Making its debut at CES 2023 earlier this month, food tech company OneThird – named because one-third of food is wasted annually – unveiled its lineup of food scanners that use artificial intelligence to predict the shelf life of produce. Using produce’s unique spectral fingerprint, the scanners can currently assess the freshness of strawberries, tomatoes, avocados, and blueberries; with future updates, their tech will also be able to evaluate mangoes, bananas, grapes, and raspberries. According to the company, around 40% of the perishable food annually (roughly $1 trillion worth) goes bad before consumers can eat it; OneThird’s invention can reduce this food waste by up to 25%.

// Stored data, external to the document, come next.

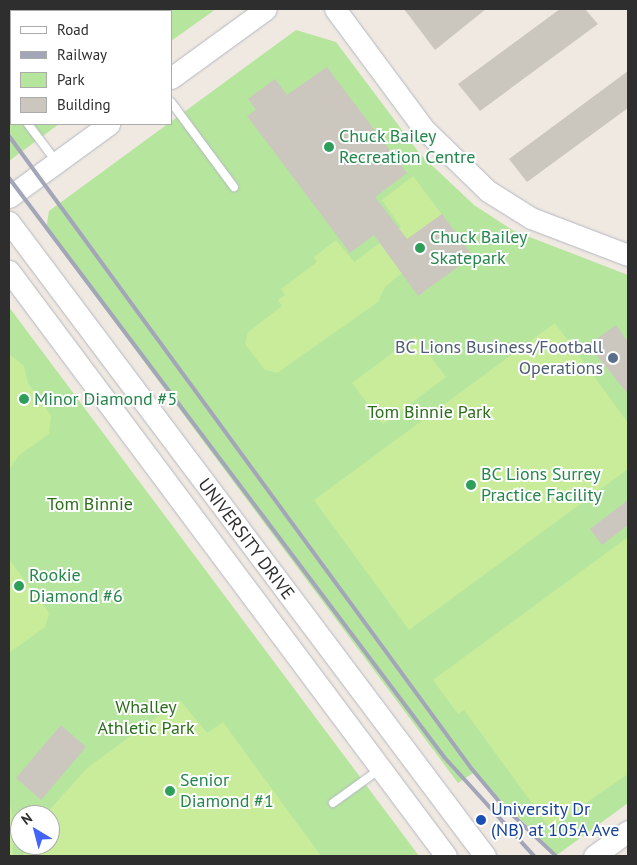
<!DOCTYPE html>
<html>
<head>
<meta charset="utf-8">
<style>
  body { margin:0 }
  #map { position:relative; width:637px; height:865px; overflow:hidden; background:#efe9e1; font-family:"PT Sans",sans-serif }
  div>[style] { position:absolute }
  .green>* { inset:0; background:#b6e59e }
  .pitch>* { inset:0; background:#c9ec9a }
  .building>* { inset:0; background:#cbc7bf }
  .roads { filter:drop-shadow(0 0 1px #b4b7c1) drop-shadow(0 0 1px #b4b7c1) }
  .lane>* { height:8px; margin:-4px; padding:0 4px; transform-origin:4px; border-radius:4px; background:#fff }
  .secondary>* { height:21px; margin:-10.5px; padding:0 10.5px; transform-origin:10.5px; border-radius:10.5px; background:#fff }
  .rail>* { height:4px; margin:-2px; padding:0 2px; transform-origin:2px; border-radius:2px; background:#a3a6b8 }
  .dots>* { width:14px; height:14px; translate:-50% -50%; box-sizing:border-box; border:2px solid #fff; border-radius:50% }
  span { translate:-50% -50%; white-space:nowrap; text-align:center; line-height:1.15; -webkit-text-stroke:4px #fff; paint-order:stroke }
  .leisure-label { font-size:18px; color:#27864d }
  .left { translate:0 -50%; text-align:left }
  .service-label { font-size:18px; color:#4e5e75 }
  .right { translate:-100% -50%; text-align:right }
  .park-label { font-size:18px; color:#2c6e1b }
  .street-label { font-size:18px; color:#2e2e2e }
  .transit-label { font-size:18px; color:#164399 }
  .frame { position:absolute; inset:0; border:10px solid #2e2e2e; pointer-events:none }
  .legend { position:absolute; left:10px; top:10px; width:162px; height:115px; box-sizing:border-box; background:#fff; border:1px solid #ababab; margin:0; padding:6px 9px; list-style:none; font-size:15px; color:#2e2e2e }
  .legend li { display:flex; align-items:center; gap:10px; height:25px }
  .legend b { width:25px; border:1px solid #ababab }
  .north { position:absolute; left:10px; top:805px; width:50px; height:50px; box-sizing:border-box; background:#fff; border:1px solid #ababab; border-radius:50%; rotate:323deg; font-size:14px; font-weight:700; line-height:20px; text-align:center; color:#2e2e2e }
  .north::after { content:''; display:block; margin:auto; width:18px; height:22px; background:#4264fb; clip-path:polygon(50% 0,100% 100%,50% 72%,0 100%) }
</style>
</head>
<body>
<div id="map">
  <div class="green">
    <i style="clip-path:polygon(9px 9px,216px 9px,171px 41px,171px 11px,11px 11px,11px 124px,59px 124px,9px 161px)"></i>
    <i style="clip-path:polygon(296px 30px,336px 42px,420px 154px,474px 205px,514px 231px,628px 275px,628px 803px,557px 855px,473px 773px,458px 783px,46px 230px,49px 211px)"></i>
    <i style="clip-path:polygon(evenodd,9px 307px,419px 856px,9px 856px,9px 307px,20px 815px,50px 815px,50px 845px,20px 845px,20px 815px)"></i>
  </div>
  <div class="pitch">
    <i style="clip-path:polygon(413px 176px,473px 256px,402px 273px,385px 287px,378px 302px,277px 373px,265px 370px,245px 344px,248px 332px,282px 306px,278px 300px,285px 295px,281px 289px,317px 262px,314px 257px,336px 240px,354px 262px,401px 227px,382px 200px)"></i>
    <i style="clip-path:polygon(555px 323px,628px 423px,628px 469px,409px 630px,314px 500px)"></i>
    <i style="clip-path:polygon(415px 336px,446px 377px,383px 424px,352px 383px)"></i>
    <i style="clip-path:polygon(9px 354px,24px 366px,28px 383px,51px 416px,49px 434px,18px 456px,9px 470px)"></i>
    <i style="clip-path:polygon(628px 537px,628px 774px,550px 828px,464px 710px,458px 714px,433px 680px)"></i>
    <i style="clip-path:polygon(9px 559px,49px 613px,45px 627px,9px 653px)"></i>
    <i style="clip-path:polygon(180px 700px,207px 733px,223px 722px,321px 856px,22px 856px,28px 845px,50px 845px,50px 815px,45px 815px,87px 768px)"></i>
    <i style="clip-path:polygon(9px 800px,12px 814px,13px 856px,9px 856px)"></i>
  </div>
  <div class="building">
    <i style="clip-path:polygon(404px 9px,486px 9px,435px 50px)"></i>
    <i style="clip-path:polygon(560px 9px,585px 9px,598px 24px,480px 111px,458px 84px)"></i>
    <i style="clip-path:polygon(327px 67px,407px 173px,375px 197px,407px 239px,442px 214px,473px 256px,418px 296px,374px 235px,350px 253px,247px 116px,256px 110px,248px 99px,275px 79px,287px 95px)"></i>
    <i style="clip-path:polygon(628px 71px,628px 108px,527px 182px,509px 159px)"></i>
    <i style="clip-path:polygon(616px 325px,628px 342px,628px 394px,588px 345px)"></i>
    <i style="clip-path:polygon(628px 500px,628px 525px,602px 545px,590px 529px)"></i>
    <i style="clip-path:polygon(61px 725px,86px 747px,41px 800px,16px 778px)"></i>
  </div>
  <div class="roads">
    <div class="lane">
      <i style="left:16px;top:9px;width:3px;rotate:45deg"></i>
      <i style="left:74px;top:9px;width:3px;rotate:45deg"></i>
      <i style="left:143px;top:11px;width:4px;rotate:-27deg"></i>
      <i style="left:9px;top:79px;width:4px;rotate:63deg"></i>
      <i style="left:171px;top:102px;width:106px;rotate:53.5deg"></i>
      <i style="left:28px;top:124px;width:45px;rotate:53.1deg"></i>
      <i style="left:333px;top:803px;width:58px;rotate:-35.9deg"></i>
    </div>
    <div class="secondary">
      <i style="left:335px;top:9px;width:151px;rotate:53.4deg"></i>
      <i style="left:425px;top:130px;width:88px;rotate:44.1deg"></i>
      <i style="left:488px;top:191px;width:51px;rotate:32.1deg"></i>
      <i style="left:531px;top:218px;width:104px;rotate:20.9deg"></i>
      <i style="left:171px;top:78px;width:117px;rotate:-36deg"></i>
      <i style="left:9px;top:197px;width:124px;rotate:-36.1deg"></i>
      <i style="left:9px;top:222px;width:793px;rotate:53.1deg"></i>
      <i style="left:9px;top:271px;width:730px;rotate:53.24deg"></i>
      <i style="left:594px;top:856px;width:42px;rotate:-36.3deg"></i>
    </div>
  </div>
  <div class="rail">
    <i style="left:9px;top:136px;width:783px;rotate:53.83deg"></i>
    <i style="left:471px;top:768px;width:48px;rotate:50deg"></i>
    <i style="left:502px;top:805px;width:74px;rotate:43.4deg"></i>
    <i style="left:9px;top:178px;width:724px;rotate:53.08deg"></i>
    <i style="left:444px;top:757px;width:134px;rotate:47.7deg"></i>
  </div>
  <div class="dots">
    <i style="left:329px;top:147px;background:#2e9e5b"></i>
    <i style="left:420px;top:248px;background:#2e9e5b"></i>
    <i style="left:613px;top:358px;background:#5c6f8a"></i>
    <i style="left:24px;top:399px;background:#2e9e5b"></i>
    <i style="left:471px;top:485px;background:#2e9e5b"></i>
    <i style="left:19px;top:586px;background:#2e9e5b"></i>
    <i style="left:170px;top:791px;background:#2e9e5b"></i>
    <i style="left:481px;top:820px;background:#1a4fb4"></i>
  </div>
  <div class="leisure-label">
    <span class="left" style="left:339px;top:147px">Chuck Bailey<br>Recreation Centre</span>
    <span class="left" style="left:430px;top:248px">Chuck Bailey<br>Skatepark</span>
    <span class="left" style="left:34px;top:399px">Minor Diamond #5</span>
    <span class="left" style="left:481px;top:485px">BC Lions Surrey<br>Practice Facility</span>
    <span class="left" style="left:29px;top:586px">Rookie<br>Diamond #6</span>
    <span class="left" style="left:180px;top:791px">Senior<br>Diamond #1</span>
  </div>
  <div class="service-label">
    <span class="right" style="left:603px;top:358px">BC Lions Business/Football<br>Operations</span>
  </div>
  <div class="park-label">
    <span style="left:429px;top:412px">Tom Binnie Park</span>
    <span style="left:90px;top:504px">Tom Binnie</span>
    <span style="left:146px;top:718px">Whalley<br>Athletic Park</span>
  </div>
  <div class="street-label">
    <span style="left:246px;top:539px;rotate:53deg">UNIVERSITY DRIVE</span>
  </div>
  <div class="transit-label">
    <span class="left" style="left:491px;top:820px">University Dr<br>(NB) at 105A Ave</span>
  </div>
  <div class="frame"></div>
  <ul class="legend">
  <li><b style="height:6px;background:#fff"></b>Road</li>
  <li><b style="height:6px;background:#a3a6b8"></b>Railway</li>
  <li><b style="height:14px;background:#b6e59e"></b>Park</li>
  <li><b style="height:14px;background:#cbc7bf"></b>Building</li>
  </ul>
  <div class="north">N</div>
</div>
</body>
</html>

Invented by Matt Rogers, who previously founded the smart home device startup Nest Labs, Mill is a high-tech kitchen food scrap bin that just launched last week. Unlike a compost bin, this gadget dehydrates food scraps – then it grinds them right up, creating what looks a lot like coffee grounds. When the bin reaches capacity, consumers who sign up for Mill’s subscription offering can simply empty the waste into a prepaid mailing box, and ship it back to Mill to be turned into a chicken feed ingredient. Even cooler, Mill's bin syncs with a smartphone app that tracks how much food you’ve kept out of the landfill; according to Rogers, using a Mill device will save a half-ton of emissions per household per year.
After completing a successful Kickstarter campaign in December, Pore Inc’s Ecop composter – which positions itself as the “quietest fully automatic food waste composter” – will soon be shipped out to the hundreds of backers who pledged nearly $50,000 to make the gadget a reality. The Ecop system uses artificial intelligence to operate automatically as soon as food waste is inside the receptacle; the waste is then turned into fertilizer. Unlike other composters on the market, the Ecop makes very little detectable noise, operating at a 25-decibel level, and the triple-layer filter system helps prevent smells and bacteria.